> [What is expected]
Read the records and gather each line that includes "where".

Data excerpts
★ ★ ★ ★ ★ ★ ★

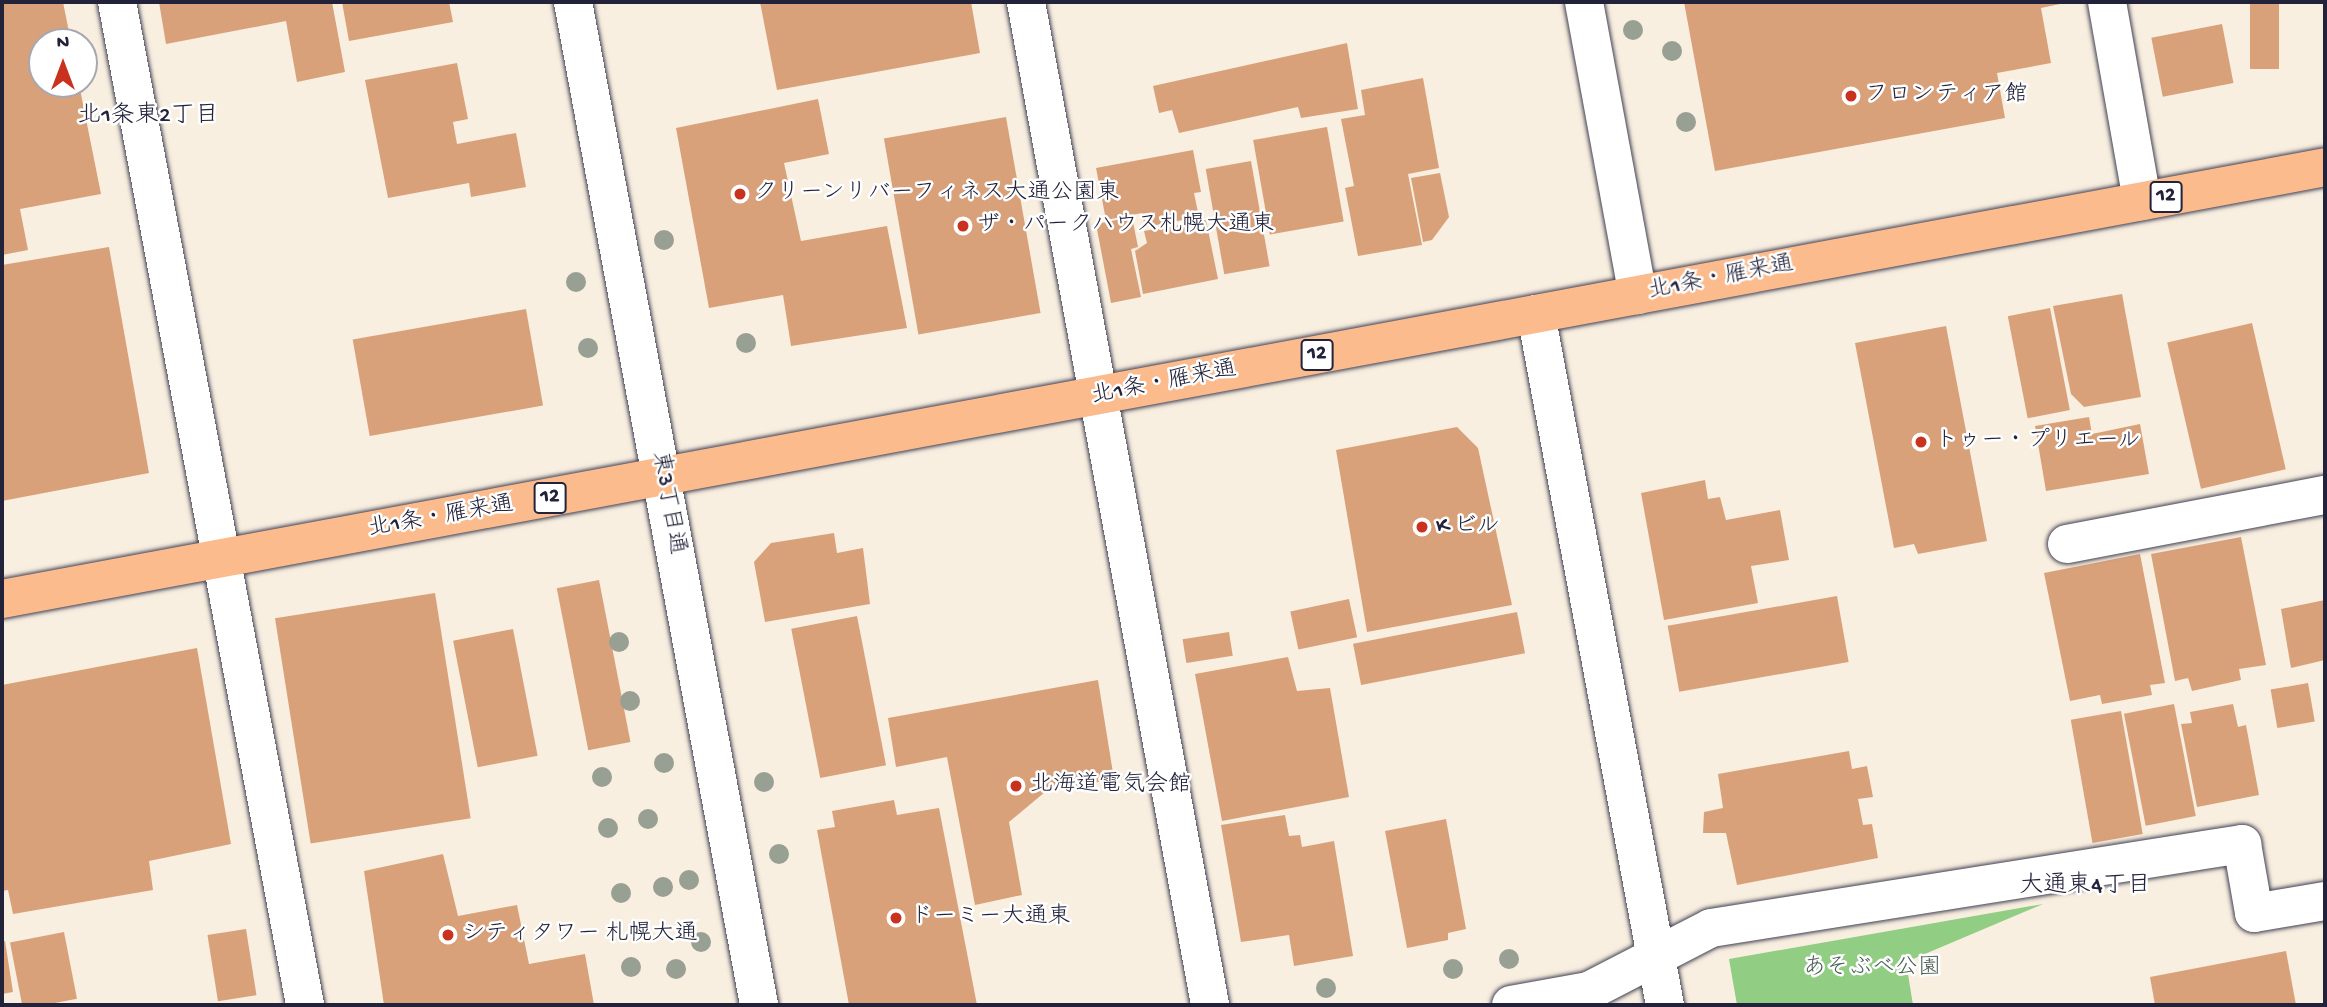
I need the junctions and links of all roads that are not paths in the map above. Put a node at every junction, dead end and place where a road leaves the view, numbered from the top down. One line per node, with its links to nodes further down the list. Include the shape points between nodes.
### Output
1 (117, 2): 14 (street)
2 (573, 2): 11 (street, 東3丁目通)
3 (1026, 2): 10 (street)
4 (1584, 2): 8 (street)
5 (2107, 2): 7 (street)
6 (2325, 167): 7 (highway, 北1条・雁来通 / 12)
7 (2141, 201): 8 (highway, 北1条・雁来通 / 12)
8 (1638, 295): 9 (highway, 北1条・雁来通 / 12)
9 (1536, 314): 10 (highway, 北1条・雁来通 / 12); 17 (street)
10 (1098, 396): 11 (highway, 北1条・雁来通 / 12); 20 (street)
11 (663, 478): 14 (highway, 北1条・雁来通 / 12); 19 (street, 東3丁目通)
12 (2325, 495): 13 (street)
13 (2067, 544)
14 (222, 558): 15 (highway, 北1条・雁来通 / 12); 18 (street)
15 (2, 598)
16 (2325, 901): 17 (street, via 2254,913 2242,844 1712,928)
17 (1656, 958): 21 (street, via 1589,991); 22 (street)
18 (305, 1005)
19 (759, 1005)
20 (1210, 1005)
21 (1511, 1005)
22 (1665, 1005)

★ ★ ★ ★ ★ ★ ★

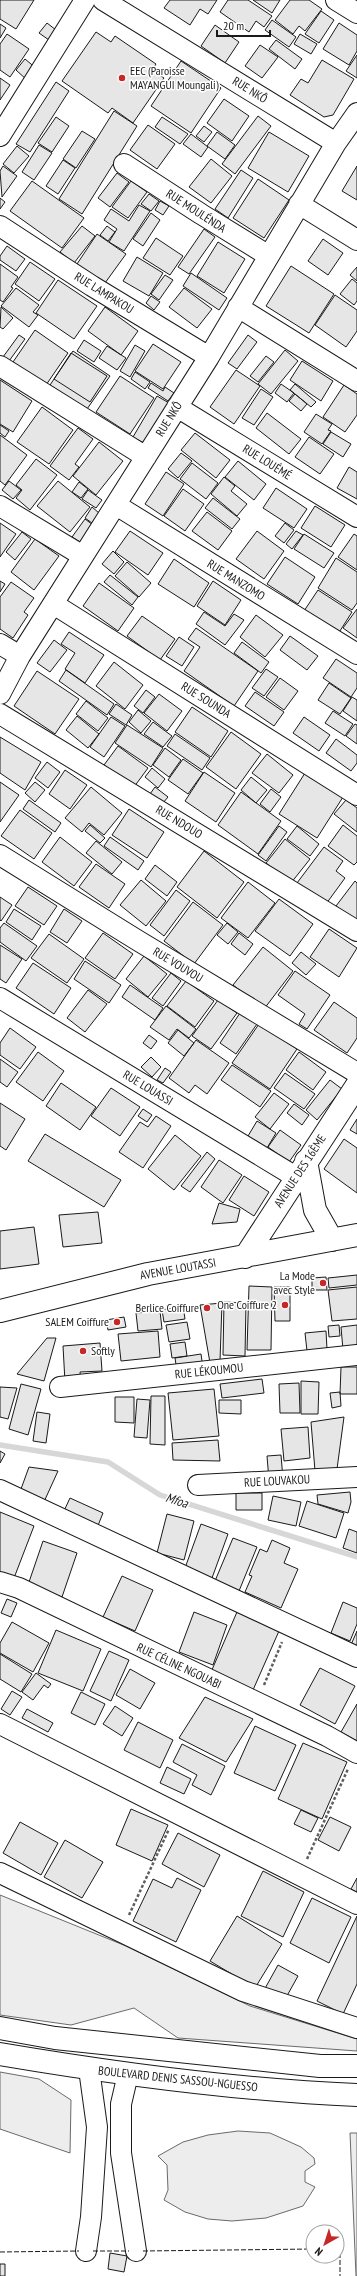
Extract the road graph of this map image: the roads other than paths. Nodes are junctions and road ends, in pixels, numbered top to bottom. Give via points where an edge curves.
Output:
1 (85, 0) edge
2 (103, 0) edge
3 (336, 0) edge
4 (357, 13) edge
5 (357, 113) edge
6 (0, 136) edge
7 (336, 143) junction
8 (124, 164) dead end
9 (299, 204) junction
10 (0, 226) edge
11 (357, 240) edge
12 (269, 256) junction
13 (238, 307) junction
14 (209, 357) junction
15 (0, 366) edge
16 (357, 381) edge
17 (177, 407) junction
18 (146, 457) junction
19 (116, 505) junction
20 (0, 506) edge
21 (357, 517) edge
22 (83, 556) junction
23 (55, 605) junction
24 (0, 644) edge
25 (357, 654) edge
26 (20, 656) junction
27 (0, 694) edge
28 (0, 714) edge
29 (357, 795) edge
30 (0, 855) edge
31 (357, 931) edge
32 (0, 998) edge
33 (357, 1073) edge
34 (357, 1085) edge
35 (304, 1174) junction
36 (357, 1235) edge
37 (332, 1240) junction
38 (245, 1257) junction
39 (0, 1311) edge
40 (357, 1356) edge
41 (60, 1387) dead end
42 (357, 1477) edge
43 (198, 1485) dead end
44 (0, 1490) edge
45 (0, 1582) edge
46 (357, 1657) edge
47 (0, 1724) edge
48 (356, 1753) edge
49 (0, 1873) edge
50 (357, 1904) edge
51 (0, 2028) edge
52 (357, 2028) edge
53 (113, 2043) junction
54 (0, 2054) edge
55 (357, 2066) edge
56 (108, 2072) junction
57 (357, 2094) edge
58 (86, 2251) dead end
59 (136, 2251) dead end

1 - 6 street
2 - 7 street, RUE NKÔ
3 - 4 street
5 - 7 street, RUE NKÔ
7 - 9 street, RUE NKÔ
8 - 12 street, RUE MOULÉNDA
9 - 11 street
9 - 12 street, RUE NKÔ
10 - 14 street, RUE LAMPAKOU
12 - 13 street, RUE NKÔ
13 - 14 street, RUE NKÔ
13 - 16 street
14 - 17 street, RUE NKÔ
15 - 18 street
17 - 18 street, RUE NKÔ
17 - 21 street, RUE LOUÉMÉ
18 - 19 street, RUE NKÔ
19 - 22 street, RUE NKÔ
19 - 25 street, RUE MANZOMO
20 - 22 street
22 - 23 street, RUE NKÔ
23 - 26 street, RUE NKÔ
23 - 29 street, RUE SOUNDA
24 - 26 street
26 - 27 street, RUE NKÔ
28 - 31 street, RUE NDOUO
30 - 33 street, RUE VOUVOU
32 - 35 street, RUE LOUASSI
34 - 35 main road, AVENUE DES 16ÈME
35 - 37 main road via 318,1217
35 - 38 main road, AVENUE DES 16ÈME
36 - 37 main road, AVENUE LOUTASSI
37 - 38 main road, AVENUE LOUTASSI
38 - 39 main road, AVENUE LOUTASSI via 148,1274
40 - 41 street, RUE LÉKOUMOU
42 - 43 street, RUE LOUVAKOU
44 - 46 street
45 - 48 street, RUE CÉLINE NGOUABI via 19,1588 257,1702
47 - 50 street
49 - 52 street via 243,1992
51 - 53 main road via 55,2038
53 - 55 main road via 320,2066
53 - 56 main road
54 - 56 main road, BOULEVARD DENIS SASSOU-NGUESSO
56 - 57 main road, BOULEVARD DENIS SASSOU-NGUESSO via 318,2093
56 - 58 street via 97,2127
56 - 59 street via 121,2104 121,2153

★ ★ ★ ★ ★ ★ ★

> [Task answer]
I need the junctions and links of all roads that are not paths in the map above. Put a node at every junction, dead end and place where a road leaves the view, numbered from the top down. One line per node, with its links to nodes further down the list. Include the shape points between nodes.
Extract the road graph of this map image: the roads other than paths. Nodes are junctions and road ends, in pixels, numbered top to bottom. Give via points where an edge curves.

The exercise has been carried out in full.